## EXERCISE DIRECTIONS
The task calls for an exact copy of the records, without any images.

## SOURCE MATERIAL
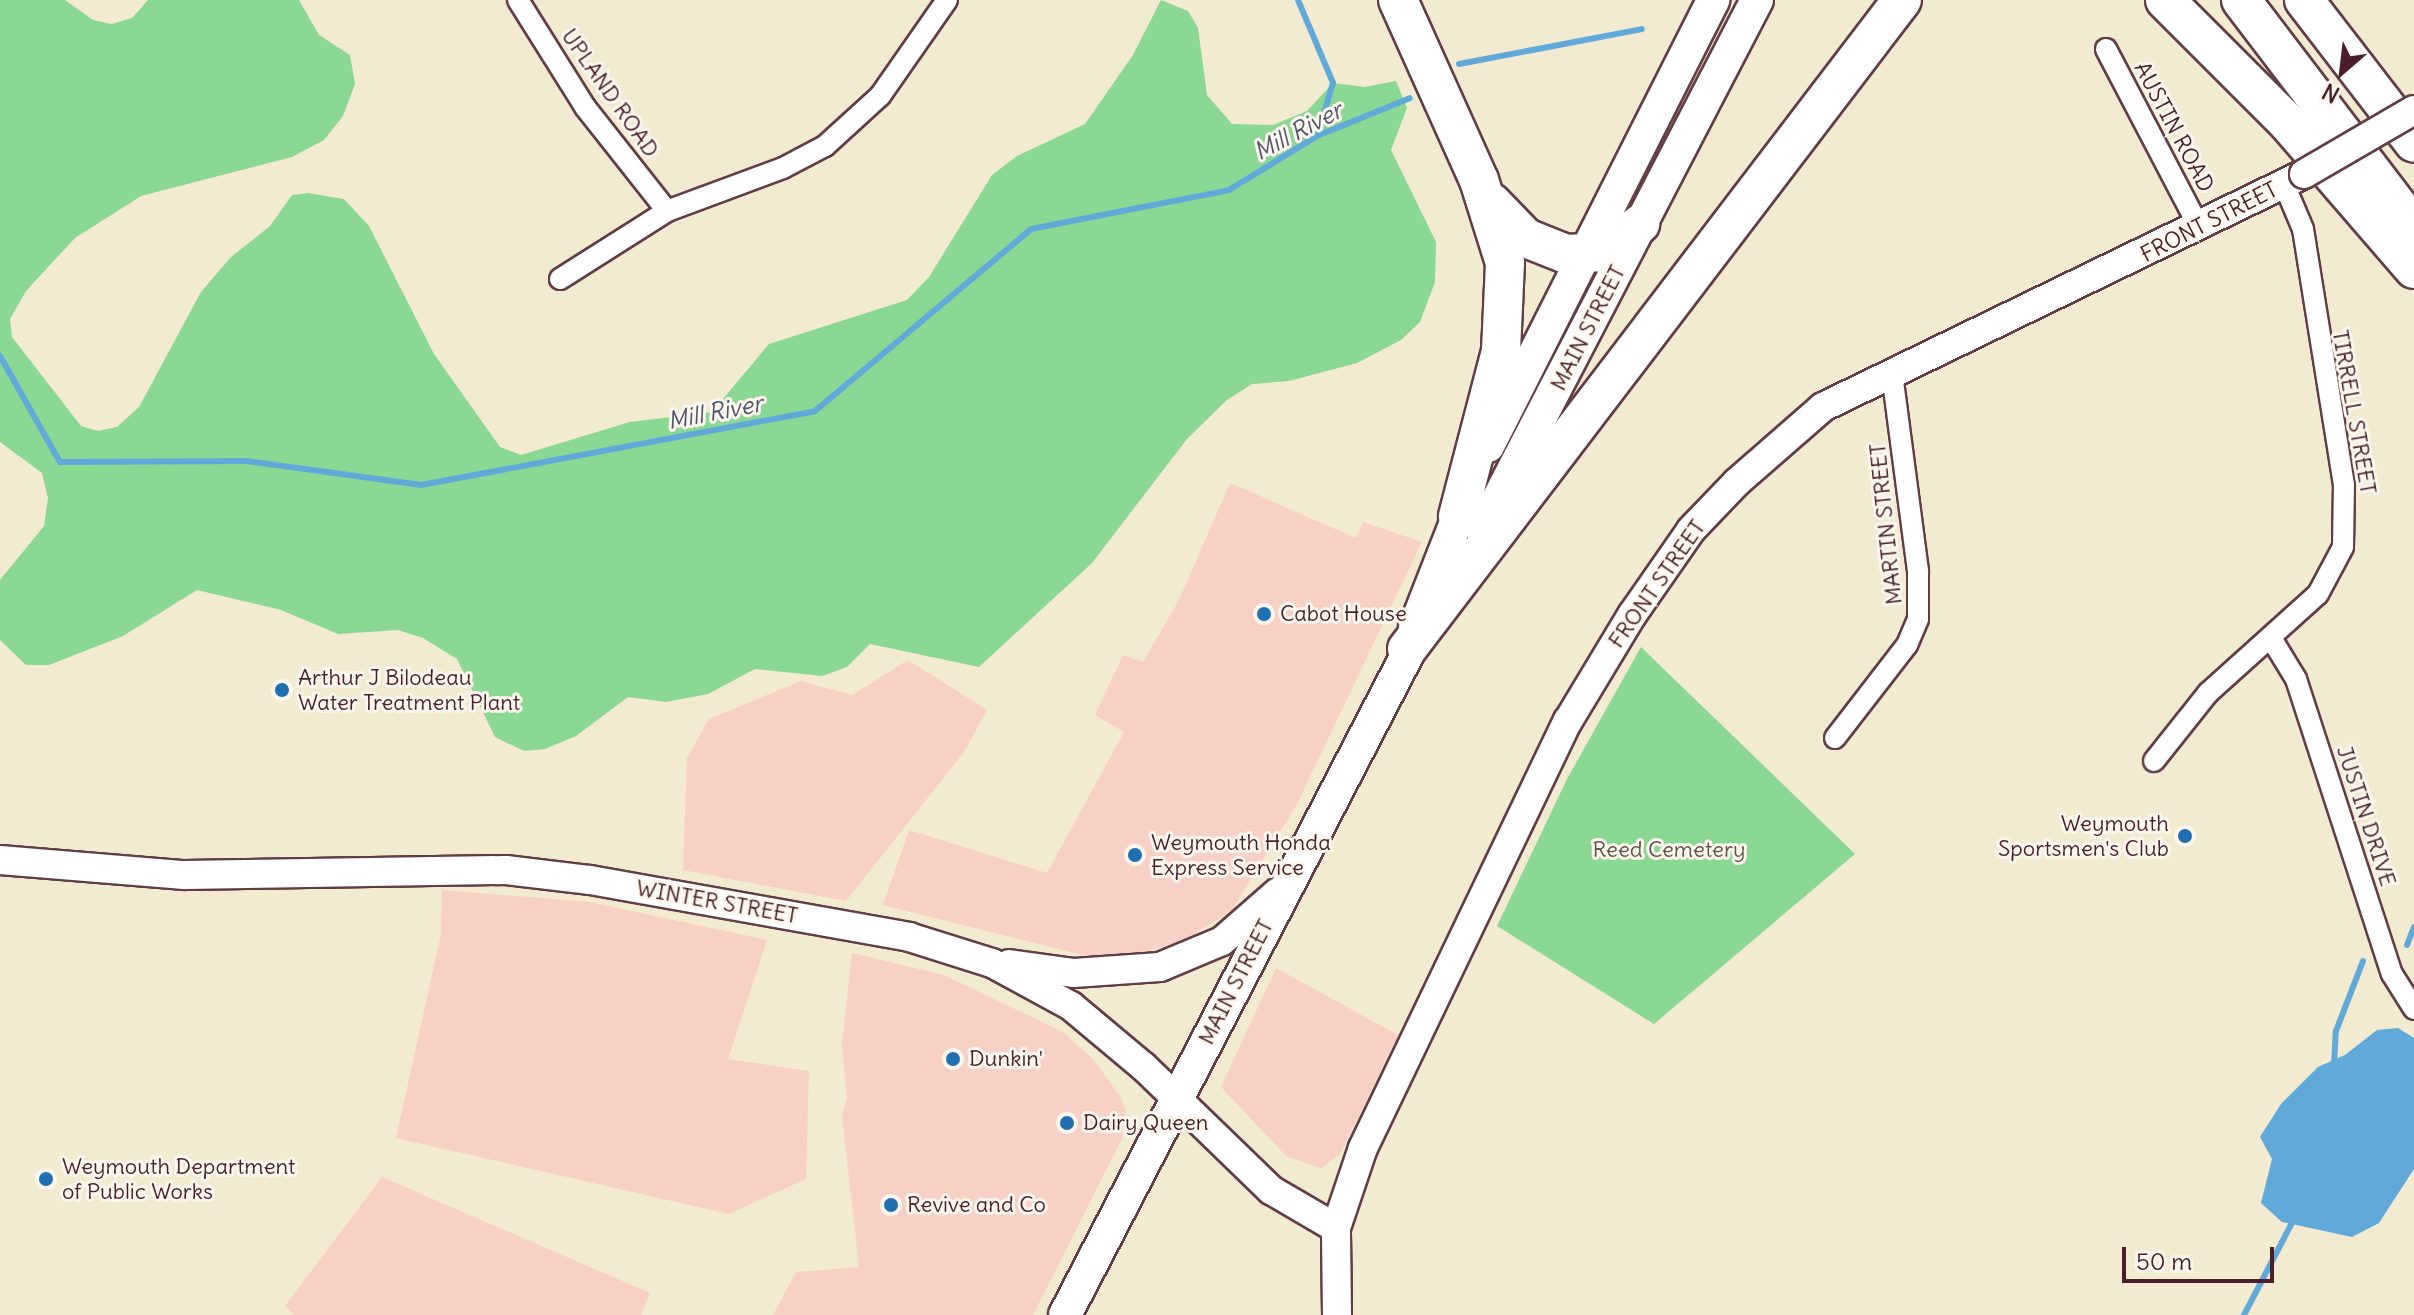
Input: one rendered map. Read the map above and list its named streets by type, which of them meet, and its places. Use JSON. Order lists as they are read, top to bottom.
{
  "streets": {
    "main road": ["MAIN STREET"],
    "street": [
      "UPLAND ROAD",
      "AUSTIN ROAD",
      "FRONT STREET",
      "TIRRELL STREET",
      "MARTIN STREET",
      "JUSTIN DRIVE",
      "WINTER STREET"
    ]
  },
  "crossings": [
    ["AUSTIN ROAD", "FRONT STREET"],
    ["FRONT STREET", "TIRRELL STREET"],
    ["FRONT STREET", "MARTIN STREET"],
    ["FRONT STREET", "WINTER STREET"],
    ["MAIN STREET", "WINTER STREET"],
    ["TIRRELL STREET", "JUSTIN DRIVE"]
  ],
  "water": ["Mill River"],
  "parks": ["Reed Cemetery"],
  "places": [
    "Cabot House",
    "Arthur J Bilodeau Water Treatment Plant",
    "Weymouth Sportsmen's Club",
    "Weymouth Honda Express Service",
    "Dunkin'",
    "Dairy Queen",
    "Weymouth Department of Public Works",
    "Revive and Co"
  ],
  "scale_bar": "50 m",
  "north": "bottom left"
}
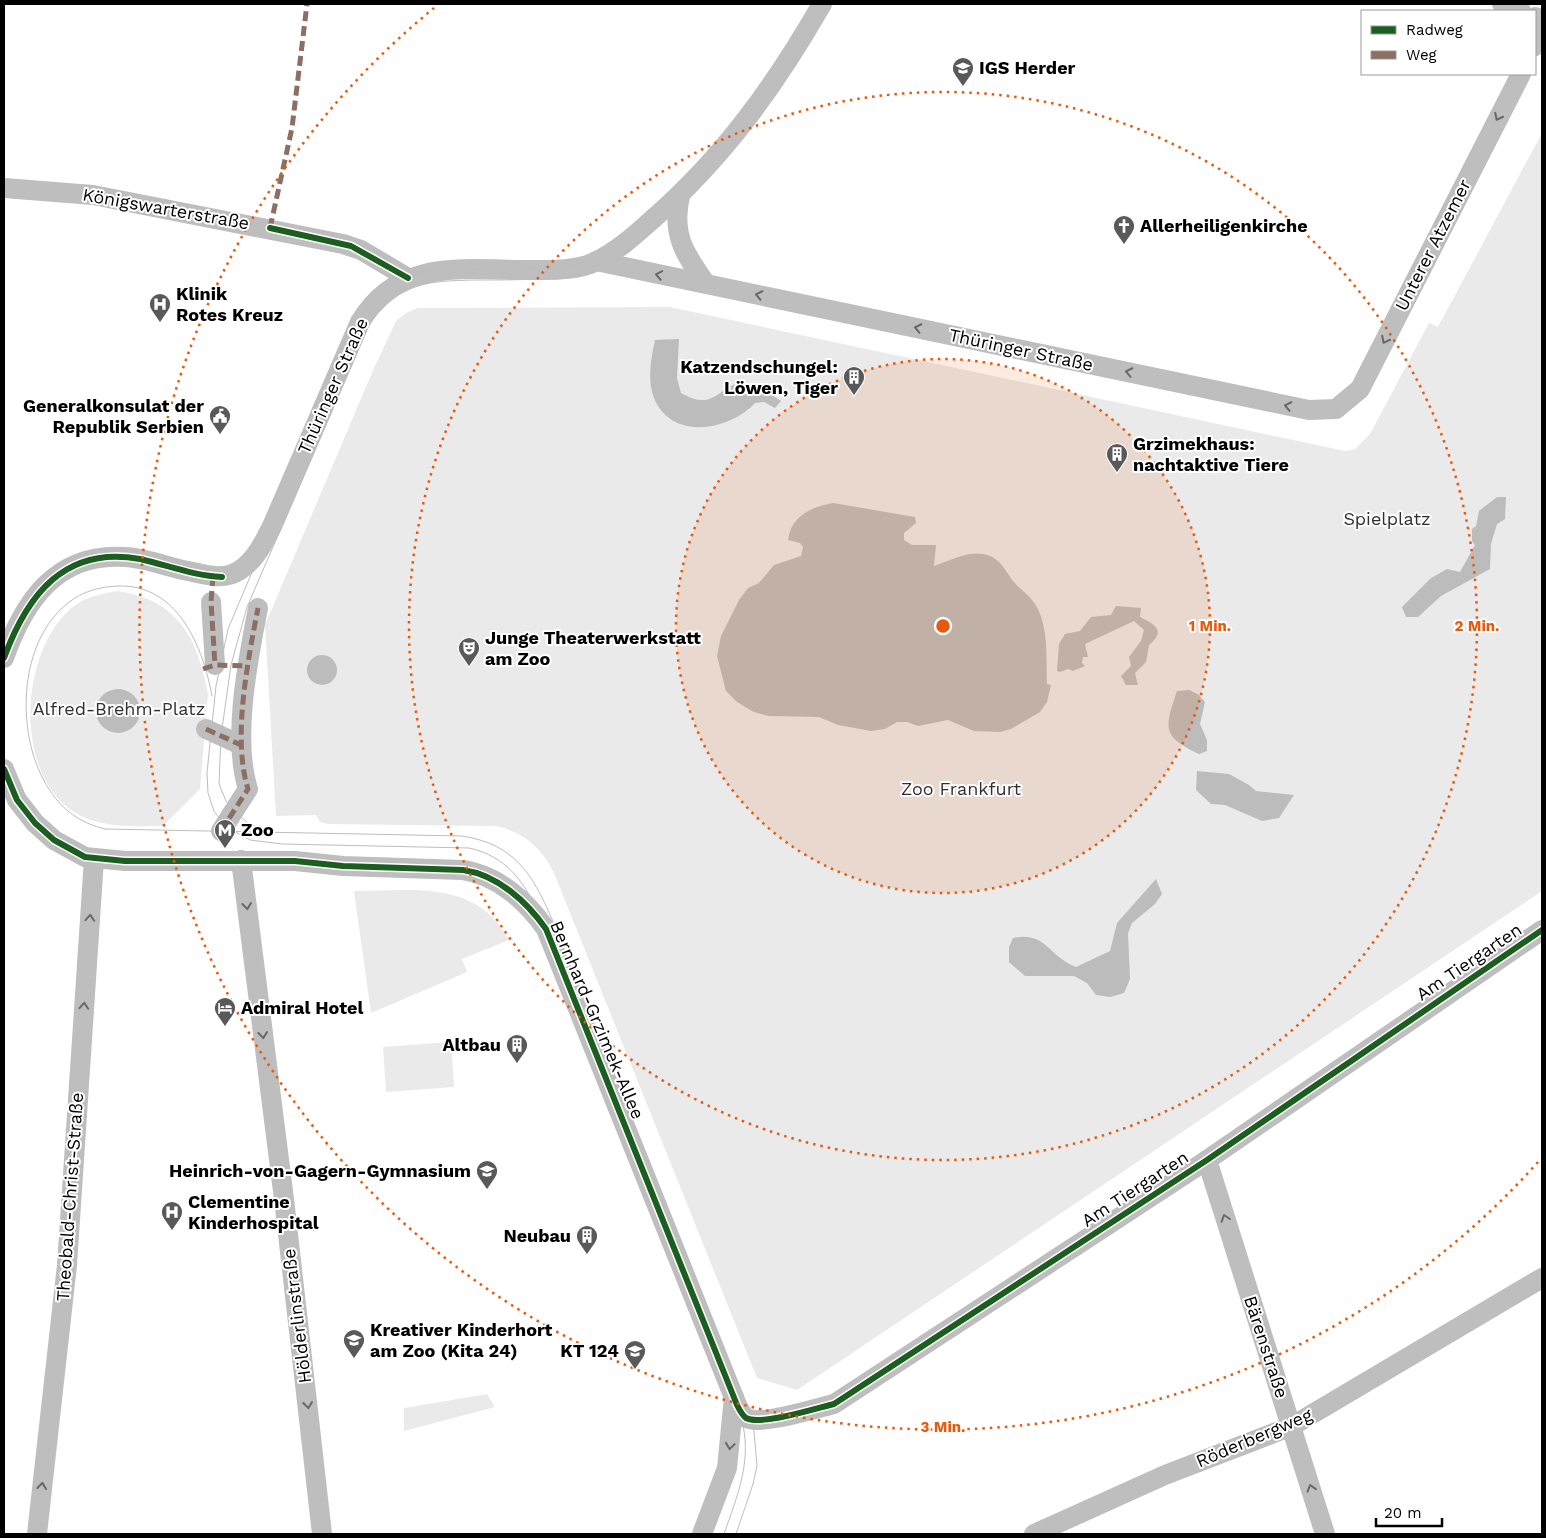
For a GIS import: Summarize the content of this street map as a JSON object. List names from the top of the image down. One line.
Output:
{"streets":{"street":["Königswarterstraße","Unterer Atzemer","Thüringer Straße","Am Tiergarten","Bernhard-Grzimek-Allee","Theobald-Christ-Straße","Hölderlinstraße","Bärenstraße","Röderbergweg"]},"crossings":[["Königswarterstraße","Thüringer Straße"],["Unterer Atzemer","Thüringer Straße"],["Am Tiergarten","Bernhard-Grzimek-Allee"],["Am Tiergarten","Bärenstraße"],["Bernhard-Grzimek-Allee","Hölderlinstraße"],["Bärenstraße","Röderbergweg"]],"one_way":["Unterer Atzemer","Thüringer Straße","Theobald-Christ-Straße","Hölderlinstraße","Bärenstraße"],"parks":["Spielplatz","Alfred-Brehm-Platz","Zoo Frankfurt"],"places":{"school or university":["IGS Herder","Heinrich-von-Gagern-Gymnasium","Kreativer Kinderhort am Zoo (Kita 24)","KT 124"],"church":["Allerheiligenkirche"],"hospital":["Klinik Rotes Kreuz","Clementine Kinderhospital"],"building":["Katzendschungel: Löwen, Tiger","Grzimekhaus: nachtaktive Tiere","Altbau","Neubau"],"public building":["Generalkonsulat der Republik Serbien"],"theatre":["Junge Theaterwerkstatt am Zoo"],"metro station":["Zoo"],"hotel":["Admiral Hotel"]},"legend":["Radweg","Weg"],"scale_bar":"20 m","rings":["1 Min.","2 Min.","3 Min."]}
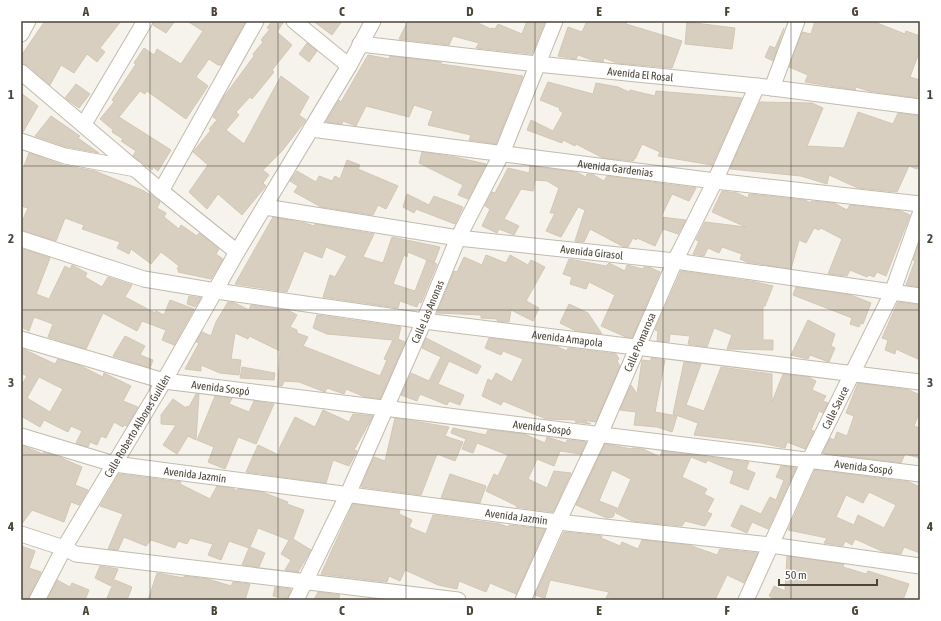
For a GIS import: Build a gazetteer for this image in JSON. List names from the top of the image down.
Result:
{
  "streets": {
    "street": [
      "Avenida El Rosal",
      "Avenida Gardenias",
      "Avenida Girasol",
      "Calle Las Anonas",
      "Avenida Amapola",
      "Calle Pomarosa",
      "Avenida Sospó",
      "Calle Sauce",
      "Calle Roberto Albores Guillén",
      "Avenida Jazmín"
    ]
  },
  "crossings": [
    ["Avenida El Rosal", "Calle Las Anonas"],
    ["Avenida El Rosal", "Calle Pomarosa"],
    ["Avenida El Rosal", "Calle Roberto Albores Guillén"],
    ["Avenida Gardenias", "Calle Las Anonas"],
    ["Avenida Gardenias", "Calle Pomarosa"],
    ["Avenida Gardenias", "Calle Roberto Albores Guillén"],
    ["Avenida Girasol", "Calle Las Anonas"],
    ["Avenida Girasol", "Calle Pomarosa"],
    ["Avenida Girasol", "Calle Sauce"],
    ["Avenida Girasol", "Calle Roberto Albores Guillén"],
    ["Calle Las Anonas", "Avenida Amapola"],
    ["Calle Las Anonas", "Avenida Sospó"],
    ["Calle Las Anonas", "Avenida Jazmín"],
    ["Avenida Amapola", "Calle Pomarosa"],
    ["Avenida Amapola", "Calle Sauce"],
    ["Avenida Amapola", "Calle Roberto Albores Guillén"],
    ["Calle Pomarosa", "Avenida Sospó"],
    ["Calle Pomarosa", "Avenida Jazmín"],
    ["Avenida Sospó", "Calle Sauce"],
    ["Avenida Sospó", "Calle Roberto Albores Guillén"],
    ["Calle Sauce", "Avenida Jazmín"],
    ["Calle Roberto Albores Guillén", "Avenida Jazmín"]
  ],
  "scale_bar": "50 m",
  "grid": {
    "columns": [
      "A",
      "B",
      "C",
      "D",
      "E",
      "F",
      "G"
    ],
    "rows": [
      "1",
      "2",
      "3",
      "4"
    ]
  }
}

## OUTPUT OF THE TASK
Input: one rendered map. Read the map above and list its named streets by type, which of them meet, and its places. Use JSON. Order lists as they are read, top to bottom.
{
  "streets": {
    "main road": ["MAIN STREET"],
    "street": [
      "UPLAND ROAD",
      "AUSTIN ROAD",
      "FRONT STREET",
      "TIRRELL STREET",
      "MARTIN STREET",
      "JUSTIN DRIVE",
      "WINTER STREET"
    ]
  },
  "crossings": [
    ["AUSTIN ROAD", "FRONT STREET"],
    ["FRONT STREET", "TIRRELL STREET"],
    ["FRONT STREET", "MARTIN STREET"],
    ["FRONT STREET", "WINTER STREET"],
    ["MAIN STREET", "WINTER STREET"],
    ["TIRRELL STREET", "JUSTIN DRIVE"]
  ],
  "water": ["Mill River"],
  "parks": ["Reed Cemetery"],
  "places": [
    "Cabot House",
    "Arthur J Bilodeau Water Treatment Plant",
    "Weymouth Sportsmen's Club",
    "Weymouth Honda Express Service",
    "Dunkin'",
    "Dairy Queen",
    "Weymouth Department of Public Works",
    "Revive and Co"
  ],
  "scale_bar": "50 m",
  "north": "bottom left"
}
For a GIS import: Summarize the content of this street map as a JSON object. List names from the top of the image down. One line.
Output:
{"streets":{"street":["Königswarterstraße","Unterer Atzemer","Thüringer Straße","Am Tiergarten","Bernhard-Grzimek-Allee","Theobald-Christ-Straße","Hölderlinstraße","Bärenstraße","Röderbergweg"]},"crossings":[["Königswarterstraße","Thüringer Straße"],["Unterer Atzemer","Thüringer Straße"],["Am Tiergarten","Bernhard-Grzimek-Allee"],["Am Tiergarten","Bärenstraße"],["Bernhard-Grzimek-Allee","Hölderlinstraße"],["Bärenstraße","Röderbergweg"]],"one_way":["Unterer Atzemer","Thüringer Straße","Theobald-Christ-Straße","Hölderlinstraße","Bärenstraße"],"parks":["Spielplatz","Alfred-Brehm-Platz","Zoo Frankfurt"],"places":{"school or university":["IGS Herder","Heinrich-von-Gagern-Gymnasium","Kreativer Kinderhort am Zoo (Kita 24)","KT 124"],"church":["Allerheiligenkirche"],"hospital":["Klinik Rotes Kreuz","Clementine Kinderhospital"],"building":["Katzendschungel: Löwen, Tiger","Grzimekhaus: nachtaktive Tiere","Altbau","Neubau"],"public building":["Generalkonsulat der Republik Serbien"],"theatre":["Junge Theaterwerkstatt am Zoo"],"metro station":["Zoo"],"hotel":["Admiral Hotel"]},"legend":["Radweg","Weg"],"scale_bar":"20 m","rings":["1 Min.","2 Min.","3 Min."]}
For a GIS import: Build a gazetteer for this image in JSON. List names from the top of the image down.
Result:
{
  "streets": {
    "street": [
      "Avenida El Rosal",
      "Avenida Gardenias",
      "Avenida Girasol",
      "Calle Las Anonas",
      "Avenida Amapola",
      "Calle Pomarosa",
      "Avenida Sospó",
      "Calle Sauce",
      "Calle Roberto Albores Guillén",
      "Avenida Jazmín"
    ]
  },
  "crossings": [
    ["Avenida El Rosal", "Calle Las Anonas"],
    ["Avenida El Rosal", "Calle Pomarosa"],
    ["Avenida El Rosal", "Calle Roberto Albores Guillén"],
    ["Avenida Gardenias", "Calle Las Anonas"],
    ["Avenida Gardenias", "Calle Pomarosa"],
    ["Avenida Gardenias", "Calle Roberto Albores Guillén"],
    ["Avenida Girasol", "Calle Las Anonas"],
    ["Avenida Girasol", "Calle Pomarosa"],
    ["Avenida Girasol", "Calle Sauce"],
    ["Avenida Girasol", "Calle Roberto Albores Guillén"],
    ["Calle Las Anonas", "Avenida Amapola"],
    ["Calle Las Anonas", "Avenida Sospó"],
    ["Calle Las Anonas", "Avenida Jazmín"],
    ["Avenida Amapola", "Calle Pomarosa"],
    ["Avenida Amapola", "Calle Sauce"],
    ["Avenida Amapola", "Calle Roberto Albores Guillén"],
    ["Calle Pomarosa", "Avenida Sospó"],
    ["Calle Pomarosa", "Avenida Jazmín"],
    ["Avenida Sospó", "Calle Sauce"],
    ["Avenida Sospó", "Calle Roberto Albores Guillén"],
    ["Calle Sauce", "Avenida Jazmín"],
    ["Calle Roberto Albores Guillén", "Avenida Jazmín"]
  ],
  "scale_bar": "50 m",
  "grid": {
    "columns": [
      "A",
      "B",
      "C",
      "D",
      "E",
      "F",
      "G"
    ],
    "rows": [
      "1",
      "2",
      "3",
      "4"
    ]
  }
}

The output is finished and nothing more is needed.